I am convinced that users do notice and appreciate attention to detail, even if they do unconsciously, and therefore it is worthwhile to work on this kind of improvements. Plus, as a design enthusiast with a slight case of typographic OCD, I cannot stop myself from noticing inconsistent usage of fonts and my mind is now at ease knowing that opening the Web Inspector won’t be such a jarring experience anymore.

Outro

But there’s one more thing: On occasion we developers have to debug situations in which a process is seemingly stuck. One useful technique involves running the offending process under the control of a debugger (or, in an embedded device, under gdbserver and controlled remotely), interrupting its execution at intervals, and printing stack traces to try and figure out what is going on. Unfortunately, in some circumstances running a debugger can be difficult or impractical. Wouldn’t it be grand if it was possible to interrupt the process without needing a debugger and request a stack trace? Enter “Out-Of-Band Stack Traces” (proof of concept):

  1. The process installs a signal handler using sigaction(7), with the SA_SIGINFO flag set.

  2. On reception of the signal, the kernel interrupts the process (even if it’s in an infinite loop), and invokes the signal handler passing an extra pointer to an ucontext_t value, which contains a snapshot of the execution status of the thread which was in the CPU before the signal handler was invoked. This is true for many platform including Linux and most BSDs.

  3. The signal handler code can get obtain the instruction and stack pointers from the ucontext_t value, and walk the stack to produce a stack trace of the code that was being executed. Jackpot! This is of course architecture dependent but not difficult to get right (and well tested) for the most common ones like x86 and ARM.

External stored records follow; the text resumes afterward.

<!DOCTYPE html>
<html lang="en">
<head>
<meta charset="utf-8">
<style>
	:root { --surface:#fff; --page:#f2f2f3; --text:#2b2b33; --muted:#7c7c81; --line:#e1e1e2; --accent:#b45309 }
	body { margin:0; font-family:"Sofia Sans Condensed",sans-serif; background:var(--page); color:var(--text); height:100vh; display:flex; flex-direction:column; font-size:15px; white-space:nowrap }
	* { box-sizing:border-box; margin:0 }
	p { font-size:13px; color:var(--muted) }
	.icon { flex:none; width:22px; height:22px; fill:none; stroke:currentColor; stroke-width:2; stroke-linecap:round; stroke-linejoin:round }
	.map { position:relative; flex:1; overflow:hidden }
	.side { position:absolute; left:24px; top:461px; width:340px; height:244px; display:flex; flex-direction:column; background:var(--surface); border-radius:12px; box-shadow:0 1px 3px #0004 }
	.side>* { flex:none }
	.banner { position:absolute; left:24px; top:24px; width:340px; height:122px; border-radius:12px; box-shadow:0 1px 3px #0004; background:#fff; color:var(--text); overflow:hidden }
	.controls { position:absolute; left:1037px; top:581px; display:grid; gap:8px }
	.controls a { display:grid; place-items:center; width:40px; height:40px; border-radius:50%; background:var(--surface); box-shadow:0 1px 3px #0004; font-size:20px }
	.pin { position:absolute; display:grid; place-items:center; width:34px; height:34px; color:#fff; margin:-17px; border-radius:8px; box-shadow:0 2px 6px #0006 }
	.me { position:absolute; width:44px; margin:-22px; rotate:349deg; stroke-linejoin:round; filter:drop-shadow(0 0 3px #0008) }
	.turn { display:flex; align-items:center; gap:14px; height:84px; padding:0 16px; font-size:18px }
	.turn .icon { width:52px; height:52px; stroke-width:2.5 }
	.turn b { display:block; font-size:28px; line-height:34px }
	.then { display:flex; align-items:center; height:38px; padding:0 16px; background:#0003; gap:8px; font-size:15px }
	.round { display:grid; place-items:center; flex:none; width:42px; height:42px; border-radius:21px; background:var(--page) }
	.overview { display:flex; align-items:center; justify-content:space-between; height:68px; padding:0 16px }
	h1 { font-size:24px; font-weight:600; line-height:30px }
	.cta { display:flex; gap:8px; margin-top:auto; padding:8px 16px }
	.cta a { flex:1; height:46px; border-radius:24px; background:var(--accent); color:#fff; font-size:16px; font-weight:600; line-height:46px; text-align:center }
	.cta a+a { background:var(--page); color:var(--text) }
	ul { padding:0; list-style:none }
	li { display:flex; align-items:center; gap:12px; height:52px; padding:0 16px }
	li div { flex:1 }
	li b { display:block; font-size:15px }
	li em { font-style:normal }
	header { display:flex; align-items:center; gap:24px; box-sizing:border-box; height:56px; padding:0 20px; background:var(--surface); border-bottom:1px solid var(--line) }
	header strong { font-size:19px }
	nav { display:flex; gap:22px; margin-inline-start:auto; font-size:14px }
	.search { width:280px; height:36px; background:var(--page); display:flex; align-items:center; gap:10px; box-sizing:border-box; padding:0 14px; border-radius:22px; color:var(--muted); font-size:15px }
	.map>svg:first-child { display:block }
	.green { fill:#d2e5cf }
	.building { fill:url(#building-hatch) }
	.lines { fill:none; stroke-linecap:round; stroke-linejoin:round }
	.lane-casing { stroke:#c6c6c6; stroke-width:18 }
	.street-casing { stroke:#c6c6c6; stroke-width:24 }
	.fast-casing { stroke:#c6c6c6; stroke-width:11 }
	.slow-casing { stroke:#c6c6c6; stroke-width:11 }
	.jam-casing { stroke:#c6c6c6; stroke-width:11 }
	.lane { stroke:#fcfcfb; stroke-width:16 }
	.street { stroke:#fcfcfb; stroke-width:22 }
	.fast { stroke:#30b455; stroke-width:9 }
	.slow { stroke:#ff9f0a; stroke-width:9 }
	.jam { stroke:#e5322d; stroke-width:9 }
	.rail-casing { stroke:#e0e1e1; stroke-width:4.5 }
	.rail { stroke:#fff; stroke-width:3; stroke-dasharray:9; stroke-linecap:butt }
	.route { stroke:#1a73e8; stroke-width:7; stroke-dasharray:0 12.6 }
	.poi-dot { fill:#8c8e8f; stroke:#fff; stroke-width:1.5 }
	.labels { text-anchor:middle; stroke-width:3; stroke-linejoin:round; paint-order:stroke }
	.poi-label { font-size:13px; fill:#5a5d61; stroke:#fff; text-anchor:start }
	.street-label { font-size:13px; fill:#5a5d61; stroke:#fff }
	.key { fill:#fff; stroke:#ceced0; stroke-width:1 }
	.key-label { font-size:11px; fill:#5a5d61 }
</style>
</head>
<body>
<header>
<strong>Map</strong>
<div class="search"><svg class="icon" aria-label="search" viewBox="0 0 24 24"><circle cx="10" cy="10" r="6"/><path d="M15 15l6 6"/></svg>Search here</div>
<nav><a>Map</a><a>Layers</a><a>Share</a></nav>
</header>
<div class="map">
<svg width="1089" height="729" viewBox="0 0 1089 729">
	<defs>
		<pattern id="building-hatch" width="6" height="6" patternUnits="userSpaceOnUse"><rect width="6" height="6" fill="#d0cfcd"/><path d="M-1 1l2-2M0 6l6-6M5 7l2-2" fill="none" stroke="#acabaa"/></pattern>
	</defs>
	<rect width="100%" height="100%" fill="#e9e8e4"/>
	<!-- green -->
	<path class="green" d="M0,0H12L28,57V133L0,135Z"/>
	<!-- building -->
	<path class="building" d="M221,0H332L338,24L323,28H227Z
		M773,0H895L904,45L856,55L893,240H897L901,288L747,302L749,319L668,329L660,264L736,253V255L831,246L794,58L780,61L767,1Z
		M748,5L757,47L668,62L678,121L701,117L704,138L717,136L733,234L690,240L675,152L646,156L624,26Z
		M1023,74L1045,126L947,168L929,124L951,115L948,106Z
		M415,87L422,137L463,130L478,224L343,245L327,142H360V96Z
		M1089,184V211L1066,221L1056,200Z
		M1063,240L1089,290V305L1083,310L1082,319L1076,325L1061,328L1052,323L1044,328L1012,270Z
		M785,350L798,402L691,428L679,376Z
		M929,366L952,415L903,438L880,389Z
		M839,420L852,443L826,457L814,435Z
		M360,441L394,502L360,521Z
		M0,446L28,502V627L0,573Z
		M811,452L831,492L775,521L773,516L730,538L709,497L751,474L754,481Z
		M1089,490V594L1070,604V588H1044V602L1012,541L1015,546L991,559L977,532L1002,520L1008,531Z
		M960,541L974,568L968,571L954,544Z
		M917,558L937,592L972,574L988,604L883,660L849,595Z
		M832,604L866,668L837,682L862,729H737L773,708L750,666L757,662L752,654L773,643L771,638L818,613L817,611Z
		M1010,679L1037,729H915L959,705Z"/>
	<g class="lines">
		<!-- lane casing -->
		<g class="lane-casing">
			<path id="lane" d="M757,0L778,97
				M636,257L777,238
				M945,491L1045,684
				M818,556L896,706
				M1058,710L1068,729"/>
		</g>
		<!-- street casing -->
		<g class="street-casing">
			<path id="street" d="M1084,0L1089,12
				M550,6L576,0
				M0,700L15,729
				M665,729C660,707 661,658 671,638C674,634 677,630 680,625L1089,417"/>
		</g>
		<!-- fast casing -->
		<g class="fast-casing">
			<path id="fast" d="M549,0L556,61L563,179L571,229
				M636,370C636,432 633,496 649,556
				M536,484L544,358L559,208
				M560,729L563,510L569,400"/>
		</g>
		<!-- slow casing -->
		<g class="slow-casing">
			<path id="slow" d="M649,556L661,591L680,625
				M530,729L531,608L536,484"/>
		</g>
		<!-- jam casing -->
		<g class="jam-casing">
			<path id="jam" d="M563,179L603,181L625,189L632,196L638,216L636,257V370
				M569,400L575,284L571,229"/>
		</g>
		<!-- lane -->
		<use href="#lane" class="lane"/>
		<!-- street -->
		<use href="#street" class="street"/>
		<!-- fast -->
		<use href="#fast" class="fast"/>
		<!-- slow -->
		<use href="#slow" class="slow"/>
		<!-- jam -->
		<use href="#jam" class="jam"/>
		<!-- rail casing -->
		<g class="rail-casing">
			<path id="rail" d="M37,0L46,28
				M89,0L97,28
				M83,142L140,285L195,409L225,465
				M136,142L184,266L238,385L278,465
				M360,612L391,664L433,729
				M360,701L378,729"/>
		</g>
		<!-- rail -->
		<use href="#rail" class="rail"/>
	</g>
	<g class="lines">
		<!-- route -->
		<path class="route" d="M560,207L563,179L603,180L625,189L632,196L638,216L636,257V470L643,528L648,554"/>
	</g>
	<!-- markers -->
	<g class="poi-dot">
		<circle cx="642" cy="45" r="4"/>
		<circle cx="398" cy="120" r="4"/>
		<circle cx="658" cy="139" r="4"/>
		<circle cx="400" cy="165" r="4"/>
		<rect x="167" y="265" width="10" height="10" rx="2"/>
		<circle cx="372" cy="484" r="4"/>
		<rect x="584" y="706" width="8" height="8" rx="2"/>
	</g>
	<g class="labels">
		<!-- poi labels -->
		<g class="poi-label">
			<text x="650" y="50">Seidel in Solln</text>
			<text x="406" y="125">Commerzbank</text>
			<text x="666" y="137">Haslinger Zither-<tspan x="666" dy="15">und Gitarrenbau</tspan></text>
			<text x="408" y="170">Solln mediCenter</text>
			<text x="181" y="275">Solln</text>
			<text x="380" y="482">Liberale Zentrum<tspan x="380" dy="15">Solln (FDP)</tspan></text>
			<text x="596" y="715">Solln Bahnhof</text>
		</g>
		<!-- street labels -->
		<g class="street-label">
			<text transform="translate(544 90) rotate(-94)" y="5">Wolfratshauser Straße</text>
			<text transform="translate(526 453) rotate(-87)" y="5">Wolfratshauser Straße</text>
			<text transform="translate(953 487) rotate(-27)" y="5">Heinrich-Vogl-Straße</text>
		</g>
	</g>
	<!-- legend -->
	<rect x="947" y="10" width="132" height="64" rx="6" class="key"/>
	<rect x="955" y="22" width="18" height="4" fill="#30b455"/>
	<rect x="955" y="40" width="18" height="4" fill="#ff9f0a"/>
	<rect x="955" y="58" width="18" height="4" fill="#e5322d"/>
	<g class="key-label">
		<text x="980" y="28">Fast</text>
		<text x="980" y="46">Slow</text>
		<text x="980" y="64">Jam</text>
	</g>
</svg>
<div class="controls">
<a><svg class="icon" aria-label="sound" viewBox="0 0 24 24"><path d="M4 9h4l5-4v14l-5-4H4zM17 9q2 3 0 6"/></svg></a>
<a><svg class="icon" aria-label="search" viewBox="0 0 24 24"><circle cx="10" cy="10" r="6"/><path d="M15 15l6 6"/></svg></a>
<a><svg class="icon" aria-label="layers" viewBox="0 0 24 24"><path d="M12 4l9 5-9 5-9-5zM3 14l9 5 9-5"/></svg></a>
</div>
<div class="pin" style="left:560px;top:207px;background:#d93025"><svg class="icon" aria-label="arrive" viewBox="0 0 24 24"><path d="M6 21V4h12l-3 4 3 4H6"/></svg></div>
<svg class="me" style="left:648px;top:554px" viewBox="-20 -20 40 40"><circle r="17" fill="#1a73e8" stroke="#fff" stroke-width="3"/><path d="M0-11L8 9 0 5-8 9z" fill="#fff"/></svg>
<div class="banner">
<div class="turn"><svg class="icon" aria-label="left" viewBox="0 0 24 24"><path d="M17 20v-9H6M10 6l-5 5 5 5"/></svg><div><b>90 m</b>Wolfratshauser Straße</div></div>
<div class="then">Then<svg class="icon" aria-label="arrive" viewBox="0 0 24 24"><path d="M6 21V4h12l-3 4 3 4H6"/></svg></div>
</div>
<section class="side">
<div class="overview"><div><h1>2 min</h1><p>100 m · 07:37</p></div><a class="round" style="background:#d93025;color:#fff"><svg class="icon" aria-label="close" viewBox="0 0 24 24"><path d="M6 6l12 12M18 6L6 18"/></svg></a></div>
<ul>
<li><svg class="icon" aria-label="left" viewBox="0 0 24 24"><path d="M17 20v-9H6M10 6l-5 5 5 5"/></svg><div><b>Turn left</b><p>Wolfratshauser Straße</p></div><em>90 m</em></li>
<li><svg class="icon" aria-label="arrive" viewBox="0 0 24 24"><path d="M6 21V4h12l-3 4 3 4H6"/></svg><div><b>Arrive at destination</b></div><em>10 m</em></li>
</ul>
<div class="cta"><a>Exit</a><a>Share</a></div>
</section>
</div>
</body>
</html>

The nice thing about this approach is that the code that obtains the stack trace is built into the program (no rebuilds needed), and it does not even require to relaunch the process in a debugger — which can be crucial for analyzing situations which are hard to reproduce, or which do not happen when running inside a debugger. I am looking forward to have some time to integrate this properly into WebKitGTK+ and specially WPE, because it will be most useful in embedded devices.